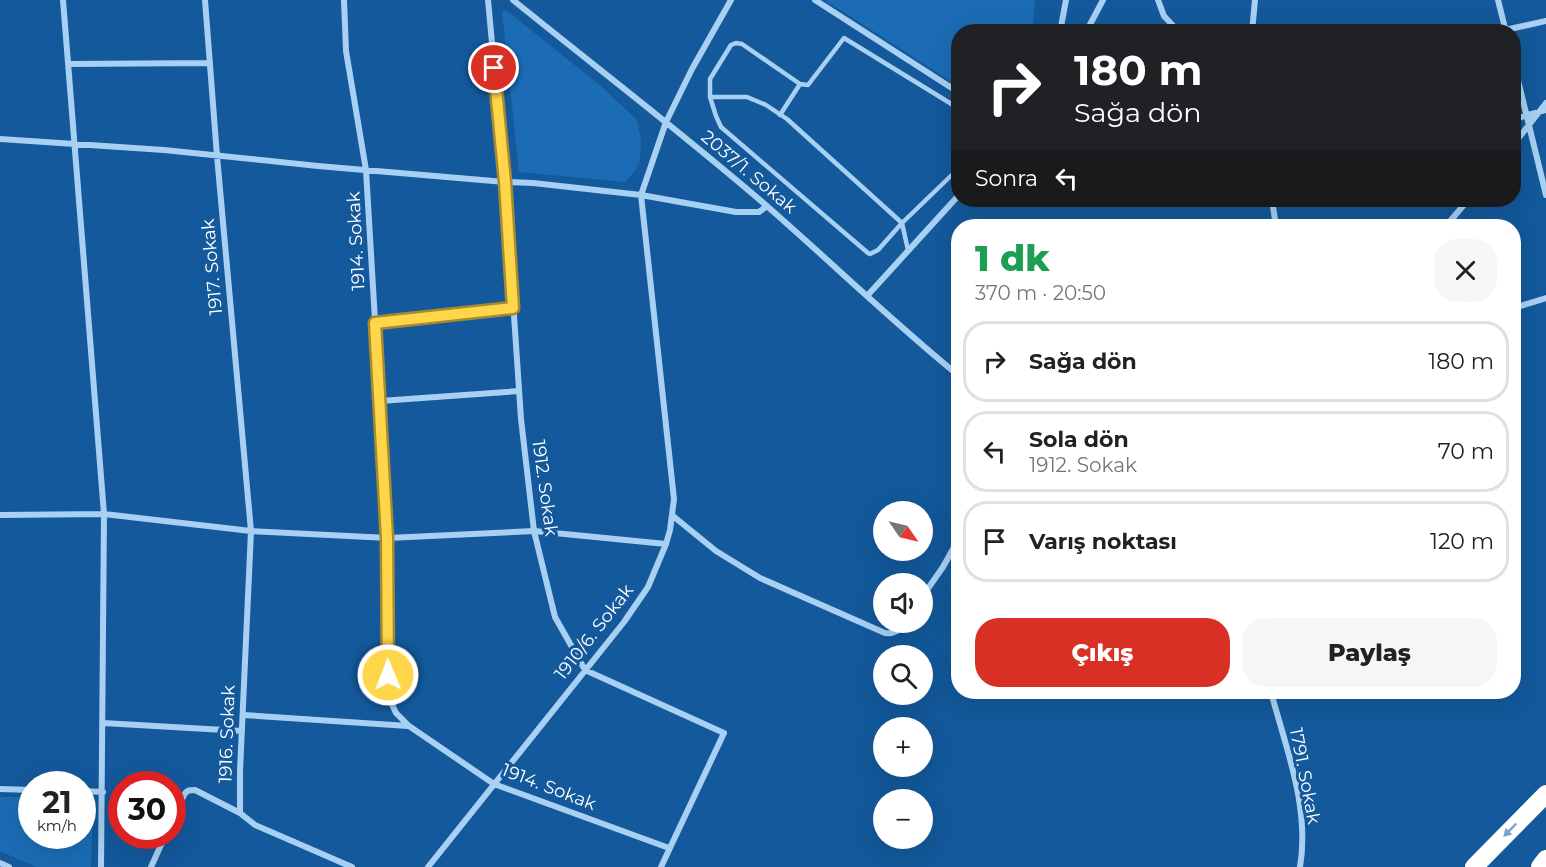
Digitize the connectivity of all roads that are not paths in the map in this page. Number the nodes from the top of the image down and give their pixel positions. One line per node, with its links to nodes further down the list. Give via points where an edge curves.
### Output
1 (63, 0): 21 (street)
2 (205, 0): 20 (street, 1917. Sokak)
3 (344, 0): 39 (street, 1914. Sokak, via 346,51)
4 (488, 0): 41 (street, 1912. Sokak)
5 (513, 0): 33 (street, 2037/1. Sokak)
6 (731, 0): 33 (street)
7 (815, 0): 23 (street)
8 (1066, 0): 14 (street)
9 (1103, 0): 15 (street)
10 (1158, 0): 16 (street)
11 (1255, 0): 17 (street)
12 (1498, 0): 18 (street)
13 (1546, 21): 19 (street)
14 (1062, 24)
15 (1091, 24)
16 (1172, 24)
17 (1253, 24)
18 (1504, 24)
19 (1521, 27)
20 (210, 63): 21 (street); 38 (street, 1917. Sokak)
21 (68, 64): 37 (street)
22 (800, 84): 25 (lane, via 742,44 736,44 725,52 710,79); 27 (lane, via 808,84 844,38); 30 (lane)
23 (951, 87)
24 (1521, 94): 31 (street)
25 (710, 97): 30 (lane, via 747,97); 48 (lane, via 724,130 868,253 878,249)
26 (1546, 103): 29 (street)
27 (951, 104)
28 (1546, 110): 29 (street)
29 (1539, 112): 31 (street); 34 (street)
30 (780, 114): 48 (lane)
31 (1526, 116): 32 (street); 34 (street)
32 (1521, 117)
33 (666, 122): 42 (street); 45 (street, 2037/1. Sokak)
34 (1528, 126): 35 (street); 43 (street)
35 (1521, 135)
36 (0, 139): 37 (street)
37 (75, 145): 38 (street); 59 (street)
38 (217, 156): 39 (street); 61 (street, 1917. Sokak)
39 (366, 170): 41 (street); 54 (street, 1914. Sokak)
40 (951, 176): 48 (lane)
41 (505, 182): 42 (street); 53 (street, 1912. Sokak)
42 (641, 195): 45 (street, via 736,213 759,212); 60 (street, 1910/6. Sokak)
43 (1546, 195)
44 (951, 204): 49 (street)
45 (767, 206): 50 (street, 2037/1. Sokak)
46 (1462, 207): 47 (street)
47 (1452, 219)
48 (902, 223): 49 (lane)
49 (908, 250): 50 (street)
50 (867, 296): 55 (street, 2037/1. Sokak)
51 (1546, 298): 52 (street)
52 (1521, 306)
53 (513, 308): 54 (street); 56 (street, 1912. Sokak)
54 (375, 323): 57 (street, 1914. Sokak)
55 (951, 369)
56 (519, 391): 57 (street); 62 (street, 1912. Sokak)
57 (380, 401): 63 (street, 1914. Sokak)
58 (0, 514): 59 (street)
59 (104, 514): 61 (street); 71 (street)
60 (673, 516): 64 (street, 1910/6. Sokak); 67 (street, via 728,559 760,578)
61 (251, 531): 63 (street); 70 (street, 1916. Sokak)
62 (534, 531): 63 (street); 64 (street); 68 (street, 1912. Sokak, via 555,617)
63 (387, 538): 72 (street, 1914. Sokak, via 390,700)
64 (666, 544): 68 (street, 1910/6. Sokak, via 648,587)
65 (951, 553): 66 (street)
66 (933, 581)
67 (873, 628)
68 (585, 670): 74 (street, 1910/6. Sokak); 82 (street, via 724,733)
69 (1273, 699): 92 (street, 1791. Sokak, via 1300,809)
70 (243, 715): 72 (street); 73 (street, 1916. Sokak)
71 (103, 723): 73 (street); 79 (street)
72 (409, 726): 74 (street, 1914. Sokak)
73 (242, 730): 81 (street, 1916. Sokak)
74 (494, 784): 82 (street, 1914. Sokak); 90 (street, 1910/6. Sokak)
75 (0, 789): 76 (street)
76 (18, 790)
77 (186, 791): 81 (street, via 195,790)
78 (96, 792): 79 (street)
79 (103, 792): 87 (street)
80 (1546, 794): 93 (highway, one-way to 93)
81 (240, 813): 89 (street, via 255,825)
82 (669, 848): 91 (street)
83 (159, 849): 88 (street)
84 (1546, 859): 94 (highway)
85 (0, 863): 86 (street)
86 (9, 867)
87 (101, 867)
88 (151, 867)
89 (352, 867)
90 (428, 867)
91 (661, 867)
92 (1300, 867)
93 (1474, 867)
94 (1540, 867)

- - -

→ **Task directions**
The string "highway" may appear on lines of the data above; give the number of those lines and nothing more.

→ **Output for this exercise**
2